=== Your goal ===
Nothing but a number should be given: how many lines in the listing contain the word "Leyes".

=== Dataset entries ===

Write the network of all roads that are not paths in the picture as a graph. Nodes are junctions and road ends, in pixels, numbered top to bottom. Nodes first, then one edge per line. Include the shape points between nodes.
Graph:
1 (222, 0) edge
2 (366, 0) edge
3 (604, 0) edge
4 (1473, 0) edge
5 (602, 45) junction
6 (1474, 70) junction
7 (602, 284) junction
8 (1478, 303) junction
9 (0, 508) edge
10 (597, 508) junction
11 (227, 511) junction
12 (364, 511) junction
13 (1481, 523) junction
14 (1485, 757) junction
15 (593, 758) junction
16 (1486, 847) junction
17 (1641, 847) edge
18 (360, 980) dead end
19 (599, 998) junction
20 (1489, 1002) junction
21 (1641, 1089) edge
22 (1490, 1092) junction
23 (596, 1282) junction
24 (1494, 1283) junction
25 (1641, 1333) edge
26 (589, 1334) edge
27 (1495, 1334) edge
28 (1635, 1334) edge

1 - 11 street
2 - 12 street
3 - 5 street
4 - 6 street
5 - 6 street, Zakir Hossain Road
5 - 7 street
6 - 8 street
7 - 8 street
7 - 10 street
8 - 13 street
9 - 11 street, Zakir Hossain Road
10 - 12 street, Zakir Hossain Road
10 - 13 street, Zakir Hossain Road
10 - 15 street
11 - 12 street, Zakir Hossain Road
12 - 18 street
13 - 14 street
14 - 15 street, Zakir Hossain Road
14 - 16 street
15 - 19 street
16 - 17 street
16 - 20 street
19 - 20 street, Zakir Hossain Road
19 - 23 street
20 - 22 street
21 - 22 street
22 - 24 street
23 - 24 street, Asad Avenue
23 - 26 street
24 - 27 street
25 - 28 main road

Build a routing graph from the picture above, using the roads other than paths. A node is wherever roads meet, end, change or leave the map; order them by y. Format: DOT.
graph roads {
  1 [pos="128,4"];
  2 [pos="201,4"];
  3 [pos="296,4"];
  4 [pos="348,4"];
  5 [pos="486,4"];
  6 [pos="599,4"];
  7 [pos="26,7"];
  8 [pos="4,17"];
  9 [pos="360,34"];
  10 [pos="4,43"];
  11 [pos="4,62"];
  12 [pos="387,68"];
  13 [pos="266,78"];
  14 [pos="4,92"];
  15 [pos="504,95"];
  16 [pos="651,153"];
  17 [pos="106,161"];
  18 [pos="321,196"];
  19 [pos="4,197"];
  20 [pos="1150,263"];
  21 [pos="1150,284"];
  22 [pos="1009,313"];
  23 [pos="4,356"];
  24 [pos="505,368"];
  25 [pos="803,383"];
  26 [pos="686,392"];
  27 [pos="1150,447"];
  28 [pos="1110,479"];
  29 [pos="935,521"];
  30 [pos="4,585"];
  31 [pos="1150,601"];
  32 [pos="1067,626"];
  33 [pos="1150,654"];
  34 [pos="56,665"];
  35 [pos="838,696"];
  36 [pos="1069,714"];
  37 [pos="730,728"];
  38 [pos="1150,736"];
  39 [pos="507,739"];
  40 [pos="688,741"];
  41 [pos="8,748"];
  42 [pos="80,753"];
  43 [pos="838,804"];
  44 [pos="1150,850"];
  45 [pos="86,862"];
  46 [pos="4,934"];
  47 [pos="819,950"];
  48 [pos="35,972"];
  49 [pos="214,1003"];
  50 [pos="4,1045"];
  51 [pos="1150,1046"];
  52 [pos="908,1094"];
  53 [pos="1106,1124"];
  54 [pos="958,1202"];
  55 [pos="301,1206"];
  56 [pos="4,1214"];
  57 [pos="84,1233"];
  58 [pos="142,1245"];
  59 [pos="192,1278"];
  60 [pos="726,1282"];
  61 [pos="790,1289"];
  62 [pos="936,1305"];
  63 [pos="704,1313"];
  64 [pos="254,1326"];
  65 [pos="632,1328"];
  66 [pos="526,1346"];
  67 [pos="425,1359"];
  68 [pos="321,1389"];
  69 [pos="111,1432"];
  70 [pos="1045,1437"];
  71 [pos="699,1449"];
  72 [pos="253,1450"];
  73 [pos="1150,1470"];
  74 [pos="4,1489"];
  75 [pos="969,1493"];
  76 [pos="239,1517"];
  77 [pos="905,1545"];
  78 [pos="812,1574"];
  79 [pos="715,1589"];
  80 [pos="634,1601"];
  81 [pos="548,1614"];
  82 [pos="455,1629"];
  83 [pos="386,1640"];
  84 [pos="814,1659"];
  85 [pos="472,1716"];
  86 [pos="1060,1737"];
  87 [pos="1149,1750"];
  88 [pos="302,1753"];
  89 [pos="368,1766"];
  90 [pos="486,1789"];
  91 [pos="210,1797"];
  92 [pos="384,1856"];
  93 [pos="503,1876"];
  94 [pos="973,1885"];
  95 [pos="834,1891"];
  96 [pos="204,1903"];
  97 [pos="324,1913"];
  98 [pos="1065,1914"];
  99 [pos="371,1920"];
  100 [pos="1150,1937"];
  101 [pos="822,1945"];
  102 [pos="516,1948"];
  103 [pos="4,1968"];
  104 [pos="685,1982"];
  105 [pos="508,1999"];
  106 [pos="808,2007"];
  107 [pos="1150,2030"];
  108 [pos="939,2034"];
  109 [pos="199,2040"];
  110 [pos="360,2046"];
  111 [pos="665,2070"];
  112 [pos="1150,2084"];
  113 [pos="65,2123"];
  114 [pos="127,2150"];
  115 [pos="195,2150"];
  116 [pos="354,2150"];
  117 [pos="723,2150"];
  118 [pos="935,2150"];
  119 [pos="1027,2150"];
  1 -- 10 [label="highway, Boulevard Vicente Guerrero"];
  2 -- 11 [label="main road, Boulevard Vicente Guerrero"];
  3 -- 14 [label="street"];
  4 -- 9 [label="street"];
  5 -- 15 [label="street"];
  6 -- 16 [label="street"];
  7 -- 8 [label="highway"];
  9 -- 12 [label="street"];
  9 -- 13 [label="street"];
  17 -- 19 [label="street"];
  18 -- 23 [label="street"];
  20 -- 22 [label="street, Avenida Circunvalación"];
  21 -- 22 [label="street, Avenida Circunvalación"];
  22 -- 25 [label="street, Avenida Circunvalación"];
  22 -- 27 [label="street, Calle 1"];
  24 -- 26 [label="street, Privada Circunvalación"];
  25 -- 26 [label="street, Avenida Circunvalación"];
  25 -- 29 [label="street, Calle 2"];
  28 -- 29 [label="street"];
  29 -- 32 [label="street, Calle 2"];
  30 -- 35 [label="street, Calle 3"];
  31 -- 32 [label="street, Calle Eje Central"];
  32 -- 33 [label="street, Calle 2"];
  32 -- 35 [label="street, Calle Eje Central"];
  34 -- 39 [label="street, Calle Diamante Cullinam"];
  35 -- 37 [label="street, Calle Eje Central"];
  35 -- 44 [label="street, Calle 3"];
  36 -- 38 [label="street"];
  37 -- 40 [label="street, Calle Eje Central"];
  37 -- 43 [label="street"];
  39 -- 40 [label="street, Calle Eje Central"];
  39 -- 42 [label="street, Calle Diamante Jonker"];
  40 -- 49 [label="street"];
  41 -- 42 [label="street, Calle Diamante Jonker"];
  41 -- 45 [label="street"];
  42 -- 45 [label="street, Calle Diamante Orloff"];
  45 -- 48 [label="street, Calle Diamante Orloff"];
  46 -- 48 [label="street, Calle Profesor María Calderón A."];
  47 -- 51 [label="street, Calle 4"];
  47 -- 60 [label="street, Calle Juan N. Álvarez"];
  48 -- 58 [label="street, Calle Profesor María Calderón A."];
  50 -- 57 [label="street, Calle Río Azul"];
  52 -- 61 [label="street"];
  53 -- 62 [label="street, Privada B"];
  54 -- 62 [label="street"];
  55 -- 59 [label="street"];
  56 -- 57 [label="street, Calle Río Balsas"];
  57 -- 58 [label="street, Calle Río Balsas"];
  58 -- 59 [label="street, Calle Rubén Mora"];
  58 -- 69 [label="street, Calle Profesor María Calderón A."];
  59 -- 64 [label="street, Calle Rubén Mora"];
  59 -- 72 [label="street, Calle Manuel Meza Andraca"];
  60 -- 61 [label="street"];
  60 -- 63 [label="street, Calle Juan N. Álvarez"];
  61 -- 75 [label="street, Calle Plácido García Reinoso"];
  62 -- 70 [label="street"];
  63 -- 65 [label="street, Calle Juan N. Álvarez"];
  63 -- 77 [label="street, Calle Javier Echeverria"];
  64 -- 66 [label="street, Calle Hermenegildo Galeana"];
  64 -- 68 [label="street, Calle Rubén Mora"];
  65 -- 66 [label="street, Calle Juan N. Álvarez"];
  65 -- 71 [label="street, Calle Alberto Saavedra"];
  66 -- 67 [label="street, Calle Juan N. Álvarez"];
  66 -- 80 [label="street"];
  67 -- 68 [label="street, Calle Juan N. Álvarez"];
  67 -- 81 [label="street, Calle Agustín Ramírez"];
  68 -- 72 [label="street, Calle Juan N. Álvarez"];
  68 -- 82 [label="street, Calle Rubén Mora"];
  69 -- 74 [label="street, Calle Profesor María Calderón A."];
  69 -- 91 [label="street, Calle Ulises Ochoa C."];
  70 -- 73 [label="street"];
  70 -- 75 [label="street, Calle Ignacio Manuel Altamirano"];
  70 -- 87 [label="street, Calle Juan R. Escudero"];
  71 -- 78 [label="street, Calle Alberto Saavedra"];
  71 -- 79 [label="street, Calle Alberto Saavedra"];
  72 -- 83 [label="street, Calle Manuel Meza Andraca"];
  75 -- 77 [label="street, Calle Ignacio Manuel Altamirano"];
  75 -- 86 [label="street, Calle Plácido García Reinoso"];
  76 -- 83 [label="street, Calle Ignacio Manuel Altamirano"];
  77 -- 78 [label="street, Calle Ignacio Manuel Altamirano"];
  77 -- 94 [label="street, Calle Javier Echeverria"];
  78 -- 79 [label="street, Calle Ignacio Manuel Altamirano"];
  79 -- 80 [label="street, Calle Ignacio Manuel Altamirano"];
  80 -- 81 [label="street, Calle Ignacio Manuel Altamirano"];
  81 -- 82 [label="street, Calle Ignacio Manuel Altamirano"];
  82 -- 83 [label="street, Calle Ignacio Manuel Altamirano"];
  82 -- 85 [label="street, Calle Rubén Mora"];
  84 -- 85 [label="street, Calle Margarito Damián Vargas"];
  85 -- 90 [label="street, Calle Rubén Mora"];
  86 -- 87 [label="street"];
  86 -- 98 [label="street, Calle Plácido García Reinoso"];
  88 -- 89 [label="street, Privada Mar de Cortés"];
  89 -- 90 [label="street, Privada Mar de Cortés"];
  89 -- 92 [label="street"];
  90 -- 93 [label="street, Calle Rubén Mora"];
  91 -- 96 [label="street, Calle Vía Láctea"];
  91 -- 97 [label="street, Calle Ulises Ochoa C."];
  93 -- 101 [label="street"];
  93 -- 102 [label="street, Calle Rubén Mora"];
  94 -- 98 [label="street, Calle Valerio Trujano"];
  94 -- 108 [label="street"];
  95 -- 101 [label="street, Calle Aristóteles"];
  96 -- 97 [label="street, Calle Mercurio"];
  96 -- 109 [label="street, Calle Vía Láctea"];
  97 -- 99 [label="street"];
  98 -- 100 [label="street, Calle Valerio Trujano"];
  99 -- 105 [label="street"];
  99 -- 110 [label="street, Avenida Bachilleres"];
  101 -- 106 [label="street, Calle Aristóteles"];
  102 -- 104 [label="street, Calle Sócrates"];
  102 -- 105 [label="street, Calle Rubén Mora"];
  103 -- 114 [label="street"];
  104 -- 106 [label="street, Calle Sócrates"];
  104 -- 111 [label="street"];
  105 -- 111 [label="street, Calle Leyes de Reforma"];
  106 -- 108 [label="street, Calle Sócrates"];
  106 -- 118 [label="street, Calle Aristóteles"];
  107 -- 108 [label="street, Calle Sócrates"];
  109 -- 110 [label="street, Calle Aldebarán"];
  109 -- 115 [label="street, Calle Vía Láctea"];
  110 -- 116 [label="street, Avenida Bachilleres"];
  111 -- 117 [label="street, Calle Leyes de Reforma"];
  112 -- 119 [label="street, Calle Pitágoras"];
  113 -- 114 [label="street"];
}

=== Solution to this problem ===
2